[Requirement]: Make an exact copy of all the records.
[[ Source information, beginning ]]
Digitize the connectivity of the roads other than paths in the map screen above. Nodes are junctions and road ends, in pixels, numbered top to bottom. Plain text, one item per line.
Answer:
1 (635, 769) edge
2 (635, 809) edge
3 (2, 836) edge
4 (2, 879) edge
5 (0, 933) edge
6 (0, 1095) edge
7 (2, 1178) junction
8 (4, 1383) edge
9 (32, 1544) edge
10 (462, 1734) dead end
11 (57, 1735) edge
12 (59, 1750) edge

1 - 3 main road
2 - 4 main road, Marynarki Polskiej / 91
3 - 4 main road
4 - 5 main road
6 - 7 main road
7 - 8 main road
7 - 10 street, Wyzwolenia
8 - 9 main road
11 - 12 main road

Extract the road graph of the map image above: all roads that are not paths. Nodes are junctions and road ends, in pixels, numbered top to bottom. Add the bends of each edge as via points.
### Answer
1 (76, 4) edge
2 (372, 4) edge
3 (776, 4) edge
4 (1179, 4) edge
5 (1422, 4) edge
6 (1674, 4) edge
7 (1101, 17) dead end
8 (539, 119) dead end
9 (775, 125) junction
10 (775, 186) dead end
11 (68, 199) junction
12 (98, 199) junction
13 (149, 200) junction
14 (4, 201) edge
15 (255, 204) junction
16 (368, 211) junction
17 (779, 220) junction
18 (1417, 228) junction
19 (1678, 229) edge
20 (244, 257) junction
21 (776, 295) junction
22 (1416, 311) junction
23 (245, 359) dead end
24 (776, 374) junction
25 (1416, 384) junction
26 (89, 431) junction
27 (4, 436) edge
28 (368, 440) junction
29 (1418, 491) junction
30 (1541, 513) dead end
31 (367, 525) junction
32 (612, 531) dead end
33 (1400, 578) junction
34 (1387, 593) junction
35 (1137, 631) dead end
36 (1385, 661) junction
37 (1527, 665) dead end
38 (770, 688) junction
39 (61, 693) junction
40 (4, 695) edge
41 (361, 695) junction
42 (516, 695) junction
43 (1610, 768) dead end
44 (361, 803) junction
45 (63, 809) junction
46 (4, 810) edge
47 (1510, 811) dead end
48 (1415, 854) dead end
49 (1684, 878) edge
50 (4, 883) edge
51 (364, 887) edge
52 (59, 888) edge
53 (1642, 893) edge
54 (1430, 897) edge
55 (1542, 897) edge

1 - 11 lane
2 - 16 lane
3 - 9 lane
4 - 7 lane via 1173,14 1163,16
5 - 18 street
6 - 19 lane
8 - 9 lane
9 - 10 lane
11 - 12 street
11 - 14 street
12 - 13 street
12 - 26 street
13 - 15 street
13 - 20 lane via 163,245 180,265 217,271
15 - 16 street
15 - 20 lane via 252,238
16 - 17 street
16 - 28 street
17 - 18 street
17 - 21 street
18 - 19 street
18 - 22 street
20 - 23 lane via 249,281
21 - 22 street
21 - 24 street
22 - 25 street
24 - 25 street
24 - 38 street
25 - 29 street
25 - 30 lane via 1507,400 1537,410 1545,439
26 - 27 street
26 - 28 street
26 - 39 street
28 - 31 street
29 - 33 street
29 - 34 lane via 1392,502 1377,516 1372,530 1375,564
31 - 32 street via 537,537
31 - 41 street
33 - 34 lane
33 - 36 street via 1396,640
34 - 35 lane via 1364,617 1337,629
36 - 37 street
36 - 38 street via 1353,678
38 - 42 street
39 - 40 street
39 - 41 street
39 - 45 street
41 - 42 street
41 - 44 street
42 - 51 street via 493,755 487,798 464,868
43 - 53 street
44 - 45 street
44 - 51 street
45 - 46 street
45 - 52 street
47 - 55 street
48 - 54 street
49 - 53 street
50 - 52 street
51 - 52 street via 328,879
[[ Source information, end ]]
[Task solution]:
Digitize the connectivity of the roads other than paths in the map screen above. Nodes are junctions and road ends, in pixels, numbered top to bottom. Plain text, one item per line.
Answer:
1 (635, 769) edge
2 (635, 809) edge
3 (2, 836) edge
4 (2, 879) edge
5 (0, 933) edge
6 (0, 1095) edge
7 (2, 1178) junction
8 (4, 1383) edge
9 (32, 1544) edge
10 (462, 1734) dead end
11 (57, 1735) edge
12 (59, 1750) edge

1 - 3 main road
2 - 4 main road, Marynarki Polskiej / 91
3 - 4 main road
4 - 5 main road
6 - 7 main road
7 - 8 main road
7 - 10 street, Wyzwolenia
8 - 9 main road
11 - 12 main road

Extract the road graph of the map image above: all roads that are not paths. Nodes are junctions and road ends, in pixels, numbered top to bottom. Add the bends of each edge as via points.
### Answer
1 (76, 4) edge
2 (372, 4) edge
3 (776, 4) edge
4 (1179, 4) edge
5 (1422, 4) edge
6 (1674, 4) edge
7 (1101, 17) dead end
8 (539, 119) dead end
9 (775, 125) junction
10 (775, 186) dead end
11 (68, 199) junction
12 (98, 199) junction
13 (149, 200) junction
14 (4, 201) edge
15 (255, 204) junction
16 (368, 211) junction
17 (779, 220) junction
18 (1417, 228) junction
19 (1678, 229) edge
20 (244, 257) junction
21 (776, 295) junction
22 (1416, 311) junction
23 (245, 359) dead end
24 (776, 374) junction
25 (1416, 384) junction
26 (89, 431) junction
27 (4, 436) edge
28 (368, 440) junction
29 (1418, 491) junction
30 (1541, 513) dead end
31 (367, 525) junction
32 (612, 531) dead end
33 (1400, 578) junction
34 (1387, 593) junction
35 (1137, 631) dead end
36 (1385, 661) junction
37 (1527, 665) dead end
38 (770, 688) junction
39 (61, 693) junction
40 (4, 695) edge
41 (361, 695) junction
42 (516, 695) junction
43 (1610, 768) dead end
44 (361, 803) junction
45 (63, 809) junction
46 (4, 810) edge
47 (1510, 811) dead end
48 (1415, 854) dead end
49 (1684, 878) edge
50 (4, 883) edge
51 (364, 887) edge
52 (59, 888) edge
53 (1642, 893) edge
54 (1430, 897) edge
55 (1542, 897) edge

1 - 11 lane
2 - 16 lane
3 - 9 lane
4 - 7 lane via 1173,14 1163,16
5 - 18 street
6 - 19 lane
8 - 9 lane
9 - 10 lane
11 - 12 street
11 - 14 street
12 - 13 street
12 - 26 street
13 - 15 street
13 - 20 lane via 163,245 180,265 217,271
15 - 16 street
15 - 20 lane via 252,238
16 - 17 street
16 - 28 street
17 - 18 street
17 - 21 street
18 - 19 street
18 - 22 street
20 - 23 lane via 249,281
21 - 22 street
21 - 24 street
22 - 25 street
24 - 25 street
24 - 38 street
25 - 29 street
25 - 30 lane via 1507,400 1537,410 1545,439
26 - 27 street
26 - 28 street
26 - 39 street
28 - 31 street
29 - 33 street
29 - 34 lane via 1392,502 1377,516 1372,530 1375,564
31 - 32 street via 537,537
31 - 41 street
33 - 34 lane
33 - 36 street via 1396,640
34 - 35 lane via 1364,617 1337,629
36 - 37 street
36 - 38 street via 1353,678
38 - 42 street
39 - 40 street
39 - 41 street
39 - 45 street
41 - 42 street
41 - 44 street
42 - 51 street via 493,755 487,798 464,868
43 - 53 street
44 - 45 street
44 - 51 street
45 - 46 street
45 - 52 street
47 - 55 street
48 - 54 street
49 - 53 street
50 - 52 street
51 - 52 street via 328,879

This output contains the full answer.